» Provided information:
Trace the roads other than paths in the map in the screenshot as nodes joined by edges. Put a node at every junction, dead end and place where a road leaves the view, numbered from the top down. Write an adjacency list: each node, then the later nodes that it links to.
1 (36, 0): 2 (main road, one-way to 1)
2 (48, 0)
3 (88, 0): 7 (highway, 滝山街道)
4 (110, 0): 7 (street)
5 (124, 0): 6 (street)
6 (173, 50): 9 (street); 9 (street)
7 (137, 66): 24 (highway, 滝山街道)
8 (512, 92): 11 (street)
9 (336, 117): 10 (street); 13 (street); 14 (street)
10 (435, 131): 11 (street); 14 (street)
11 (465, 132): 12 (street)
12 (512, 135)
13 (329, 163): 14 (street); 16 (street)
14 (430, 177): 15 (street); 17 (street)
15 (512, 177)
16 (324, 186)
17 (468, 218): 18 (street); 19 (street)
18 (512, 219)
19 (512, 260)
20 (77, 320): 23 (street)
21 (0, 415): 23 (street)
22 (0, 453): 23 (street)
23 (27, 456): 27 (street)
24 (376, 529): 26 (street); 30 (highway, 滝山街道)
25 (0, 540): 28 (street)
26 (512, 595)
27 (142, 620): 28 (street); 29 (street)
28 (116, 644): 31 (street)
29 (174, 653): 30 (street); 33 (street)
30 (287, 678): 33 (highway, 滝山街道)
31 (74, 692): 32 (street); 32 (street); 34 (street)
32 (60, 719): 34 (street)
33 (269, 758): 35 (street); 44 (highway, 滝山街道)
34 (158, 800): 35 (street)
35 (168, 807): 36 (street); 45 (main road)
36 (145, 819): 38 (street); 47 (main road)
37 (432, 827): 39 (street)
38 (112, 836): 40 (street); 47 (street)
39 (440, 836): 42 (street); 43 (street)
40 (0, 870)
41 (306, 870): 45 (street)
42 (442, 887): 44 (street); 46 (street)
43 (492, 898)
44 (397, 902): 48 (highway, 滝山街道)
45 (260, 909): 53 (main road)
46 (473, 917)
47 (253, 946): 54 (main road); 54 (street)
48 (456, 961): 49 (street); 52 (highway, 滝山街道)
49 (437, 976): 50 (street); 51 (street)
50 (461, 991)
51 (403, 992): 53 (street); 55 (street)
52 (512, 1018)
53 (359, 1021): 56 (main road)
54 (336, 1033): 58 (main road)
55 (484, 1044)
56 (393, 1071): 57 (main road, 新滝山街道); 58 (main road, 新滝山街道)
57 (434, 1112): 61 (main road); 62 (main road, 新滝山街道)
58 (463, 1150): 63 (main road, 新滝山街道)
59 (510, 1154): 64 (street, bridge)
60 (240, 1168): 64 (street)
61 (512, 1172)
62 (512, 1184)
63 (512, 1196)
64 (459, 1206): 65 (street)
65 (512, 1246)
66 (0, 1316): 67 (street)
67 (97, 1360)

» What is needed: The expected answer is every line above in which the word "road" appears.

» Answer section:
Trace the roads other than paths in the map in the screenshot as nodes joined by edges. Put a node at every junction, dead end and place where a road leaves the view, numbered from the top down. Write an adjacency list: each node, then the later nodes that it links to.
1 (36, 0): 2 (main road, one-way to 1)
35 (168, 807): 36 (street); 45 (main road)
36 (145, 819): 38 (street); 47 (main road)
45 (260, 909): 53 (main road)
47 (253, 946): 54 (main road); 54 (street)
53 (359, 1021): 56 (main road)
54 (336, 1033): 58 (main road)
56 (393, 1071): 57 (main road, 新滝山街道); 58 (main road, 新滝山街道)
57 (434, 1112): 61 (main road); 62 (main road, 新滝山街道)
58 (463, 1150): 63 (main road, 新滝山街道)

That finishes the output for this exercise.